Please return the listing below word for word, minus its pictures.
[Extracted entries — start]
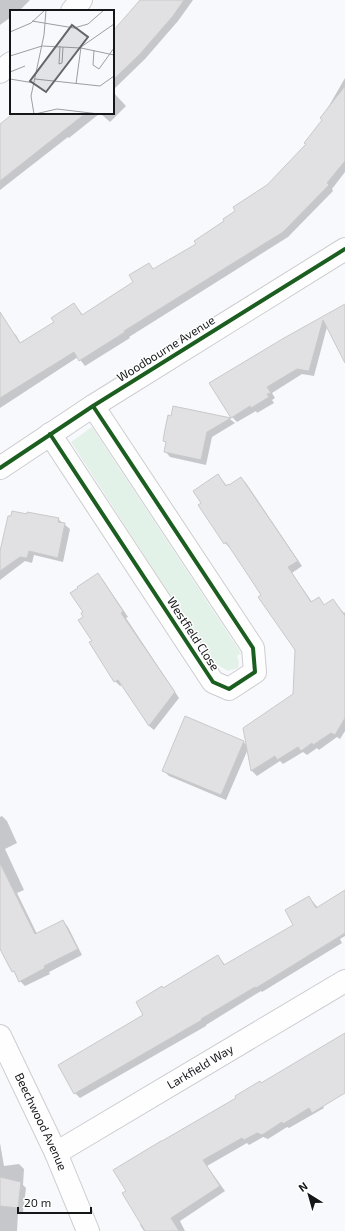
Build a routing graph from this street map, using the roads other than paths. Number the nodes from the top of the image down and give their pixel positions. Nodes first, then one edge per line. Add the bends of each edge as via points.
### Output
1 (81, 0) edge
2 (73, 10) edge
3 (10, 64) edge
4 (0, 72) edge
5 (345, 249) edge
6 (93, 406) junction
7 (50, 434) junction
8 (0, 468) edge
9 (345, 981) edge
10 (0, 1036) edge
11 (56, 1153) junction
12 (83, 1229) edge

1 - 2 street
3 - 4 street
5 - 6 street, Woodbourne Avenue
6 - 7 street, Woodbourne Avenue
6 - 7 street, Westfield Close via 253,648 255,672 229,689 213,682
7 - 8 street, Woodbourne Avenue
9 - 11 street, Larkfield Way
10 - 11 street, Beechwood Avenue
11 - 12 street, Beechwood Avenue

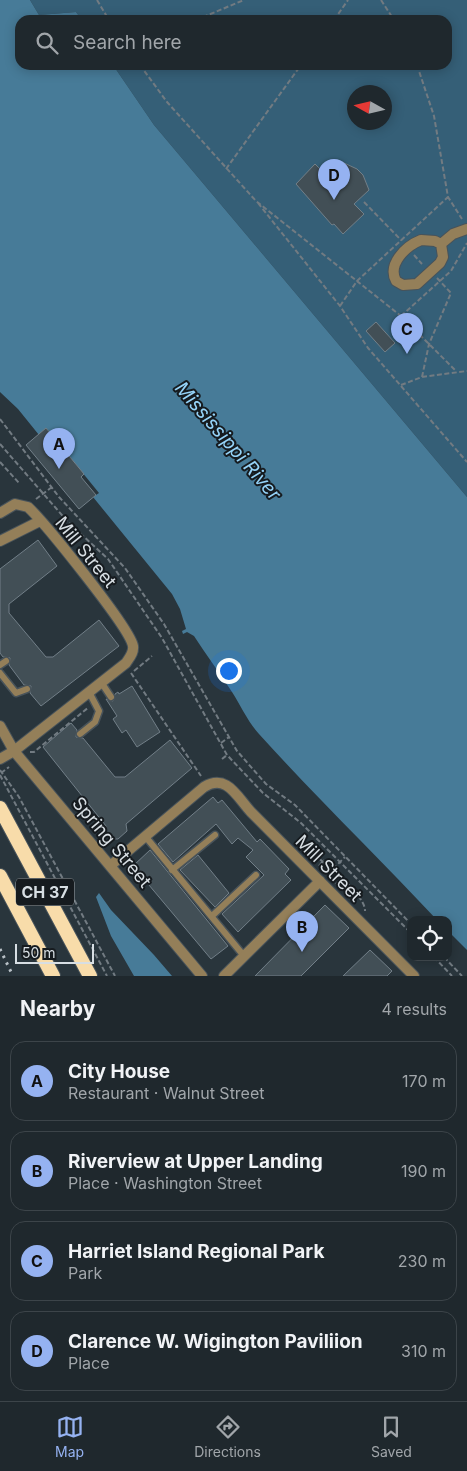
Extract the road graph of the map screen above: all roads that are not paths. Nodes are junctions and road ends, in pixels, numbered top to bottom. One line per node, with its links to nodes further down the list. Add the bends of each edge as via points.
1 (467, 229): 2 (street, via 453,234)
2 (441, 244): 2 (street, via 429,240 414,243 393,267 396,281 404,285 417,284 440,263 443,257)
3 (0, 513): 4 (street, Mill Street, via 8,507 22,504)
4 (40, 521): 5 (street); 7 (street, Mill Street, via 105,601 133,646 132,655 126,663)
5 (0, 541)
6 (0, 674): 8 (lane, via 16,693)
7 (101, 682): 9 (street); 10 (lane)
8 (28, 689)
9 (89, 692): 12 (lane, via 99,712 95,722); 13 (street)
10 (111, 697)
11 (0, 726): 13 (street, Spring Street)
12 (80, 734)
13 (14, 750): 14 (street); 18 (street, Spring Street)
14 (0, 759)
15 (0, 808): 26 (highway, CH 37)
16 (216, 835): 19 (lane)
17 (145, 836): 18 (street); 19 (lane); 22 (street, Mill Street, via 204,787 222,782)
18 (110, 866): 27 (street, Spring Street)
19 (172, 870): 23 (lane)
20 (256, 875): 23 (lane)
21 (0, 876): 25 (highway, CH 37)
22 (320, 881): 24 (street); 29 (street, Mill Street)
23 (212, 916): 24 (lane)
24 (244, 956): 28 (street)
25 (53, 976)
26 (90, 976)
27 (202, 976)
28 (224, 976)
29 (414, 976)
[Extracted entries — finish]
→ **Answer for this exercise**:
Build a routing graph from this street map, using the roads other than paths. Number the nodes from the top of the image down and give their pixel positions. Nodes first, then one edge per line. Add the bends of each edge as via points.
### Output
1 (81, 0) edge
2 (73, 10) edge
3 (10, 64) edge
4 (0, 72) edge
5 (345, 249) edge
6 (93, 406) junction
7 (50, 434) junction
8 (0, 468) edge
9 (345, 981) edge
10 (0, 1036) edge
11 (56, 1153) junction
12 (83, 1229) edge

1 - 2 street
3 - 4 street
5 - 6 street, Woodbourne Avenue
6 - 7 street, Woodbourne Avenue
6 - 7 street, Westfield Close via 253,648 255,672 229,689 213,682
7 - 8 street, Woodbourne Avenue
9 - 11 street, Larkfield Way
10 - 11 street, Beechwood Avenue
11 - 12 street, Beechwood Avenue

Extract the road graph of the map screen above: all roads that are not paths. Nodes are junctions and road ends, in pixels, numbered top to bottom. One line per node, with its links to nodes further down the list. Add the bends of each edge as via points.
1 (467, 229): 2 (street, via 453,234)
2 (441, 244): 2 (street, via 429,240 414,243 393,267 396,281 404,285 417,284 440,263 443,257)
3 (0, 513): 4 (street, Mill Street, via 8,507 22,504)
4 (40, 521): 5 (street); 7 (street, Mill Street, via 105,601 133,646 132,655 126,663)
5 (0, 541)
6 (0, 674): 8 (lane, via 16,693)
7 (101, 682): 9 (street); 10 (lane)
8 (28, 689)
9 (89, 692): 12 (lane, via 99,712 95,722); 13 (street)
10 (111, 697)
11 (0, 726): 13 (street, Spring Street)
12 (80, 734)
13 (14, 750): 14 (street); 18 (street, Spring Street)
14 (0, 759)
15 (0, 808): 26 (highway, CH 37)
16 (216, 835): 19 (lane)
17 (145, 836): 18 (street); 19 (lane); 22 (street, Mill Street, via 204,787 222,782)
18 (110, 866): 27 (street, Spring Street)
19 (172, 870): 23 (lane)
20 (256, 875): 23 (lane)
21 (0, 876): 25 (highway, CH 37)
22 (320, 881): 24 (street); 29 (street, Mill Street)
23 (212, 916): 24 (lane)
24 (244, 956): 28 (street)
25 (53, 976)
26 (90, 976)
27 (202, 976)
28 (224, 976)
29 (414, 976)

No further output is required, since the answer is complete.